Items listed in a dataset:

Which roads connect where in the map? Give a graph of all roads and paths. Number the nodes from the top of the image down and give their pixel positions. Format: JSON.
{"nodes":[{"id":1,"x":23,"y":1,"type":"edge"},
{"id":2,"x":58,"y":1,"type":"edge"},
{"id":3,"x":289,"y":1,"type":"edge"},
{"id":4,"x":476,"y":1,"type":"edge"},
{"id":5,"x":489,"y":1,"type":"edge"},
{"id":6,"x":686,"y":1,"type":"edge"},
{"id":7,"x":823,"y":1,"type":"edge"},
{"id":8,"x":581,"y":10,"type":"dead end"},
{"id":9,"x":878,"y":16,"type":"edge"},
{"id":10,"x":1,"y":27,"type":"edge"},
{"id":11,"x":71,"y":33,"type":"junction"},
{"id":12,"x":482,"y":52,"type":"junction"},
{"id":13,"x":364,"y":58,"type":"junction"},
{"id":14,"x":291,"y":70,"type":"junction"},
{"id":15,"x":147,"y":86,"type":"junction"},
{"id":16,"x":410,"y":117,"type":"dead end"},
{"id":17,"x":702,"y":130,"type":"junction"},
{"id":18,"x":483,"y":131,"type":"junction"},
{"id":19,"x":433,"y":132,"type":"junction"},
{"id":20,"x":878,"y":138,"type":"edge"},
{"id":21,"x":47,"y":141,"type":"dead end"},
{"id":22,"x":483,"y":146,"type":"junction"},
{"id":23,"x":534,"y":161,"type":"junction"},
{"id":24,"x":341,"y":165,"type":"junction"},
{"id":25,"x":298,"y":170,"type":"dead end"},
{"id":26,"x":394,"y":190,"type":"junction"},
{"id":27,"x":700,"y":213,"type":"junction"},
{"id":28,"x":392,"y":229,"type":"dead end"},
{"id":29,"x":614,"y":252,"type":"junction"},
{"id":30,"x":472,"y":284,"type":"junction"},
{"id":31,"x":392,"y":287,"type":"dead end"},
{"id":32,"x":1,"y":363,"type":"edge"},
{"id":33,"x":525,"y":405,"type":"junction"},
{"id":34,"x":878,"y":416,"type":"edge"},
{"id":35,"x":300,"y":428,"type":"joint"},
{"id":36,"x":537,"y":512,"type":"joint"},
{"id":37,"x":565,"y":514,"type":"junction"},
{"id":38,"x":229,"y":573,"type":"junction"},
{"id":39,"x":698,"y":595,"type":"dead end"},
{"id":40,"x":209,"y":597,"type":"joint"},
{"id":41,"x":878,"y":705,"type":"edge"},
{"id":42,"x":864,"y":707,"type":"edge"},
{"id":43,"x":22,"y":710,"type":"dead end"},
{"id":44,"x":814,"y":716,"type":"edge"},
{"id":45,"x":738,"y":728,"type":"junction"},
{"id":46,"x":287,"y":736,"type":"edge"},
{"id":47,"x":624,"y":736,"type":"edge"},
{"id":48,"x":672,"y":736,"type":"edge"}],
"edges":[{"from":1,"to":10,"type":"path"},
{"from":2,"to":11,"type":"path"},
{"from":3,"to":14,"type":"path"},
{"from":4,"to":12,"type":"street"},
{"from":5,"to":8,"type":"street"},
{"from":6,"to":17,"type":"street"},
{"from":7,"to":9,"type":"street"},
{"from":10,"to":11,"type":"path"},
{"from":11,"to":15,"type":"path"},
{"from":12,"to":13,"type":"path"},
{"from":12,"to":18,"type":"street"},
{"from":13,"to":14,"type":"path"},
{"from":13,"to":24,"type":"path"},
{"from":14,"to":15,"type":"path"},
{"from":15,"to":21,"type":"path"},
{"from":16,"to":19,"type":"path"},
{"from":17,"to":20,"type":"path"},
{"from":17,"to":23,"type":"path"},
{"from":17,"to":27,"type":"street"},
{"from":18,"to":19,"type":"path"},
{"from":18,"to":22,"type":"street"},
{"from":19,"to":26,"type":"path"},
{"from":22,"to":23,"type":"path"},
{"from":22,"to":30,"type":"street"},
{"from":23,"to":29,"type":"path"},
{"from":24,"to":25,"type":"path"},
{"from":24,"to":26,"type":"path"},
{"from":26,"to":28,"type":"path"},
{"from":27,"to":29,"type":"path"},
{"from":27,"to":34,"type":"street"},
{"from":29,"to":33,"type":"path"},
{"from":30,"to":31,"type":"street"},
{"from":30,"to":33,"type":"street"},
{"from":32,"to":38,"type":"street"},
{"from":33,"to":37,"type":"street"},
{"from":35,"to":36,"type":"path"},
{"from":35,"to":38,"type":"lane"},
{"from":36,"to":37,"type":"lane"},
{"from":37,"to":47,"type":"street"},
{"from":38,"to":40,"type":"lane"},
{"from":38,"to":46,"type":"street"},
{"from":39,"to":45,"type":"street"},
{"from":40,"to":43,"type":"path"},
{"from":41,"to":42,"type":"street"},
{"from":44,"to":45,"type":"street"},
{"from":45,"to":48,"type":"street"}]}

**WORK INSTRUCTIONS**
Reproduce every line of the records containing the string "lane".

**ANSWER SPACE**
{"from":35,"to":38,"type":"lane"},
{"from":36,"to":37,"type":"lane"},
{"from":38,"to":40,"type":"lane"},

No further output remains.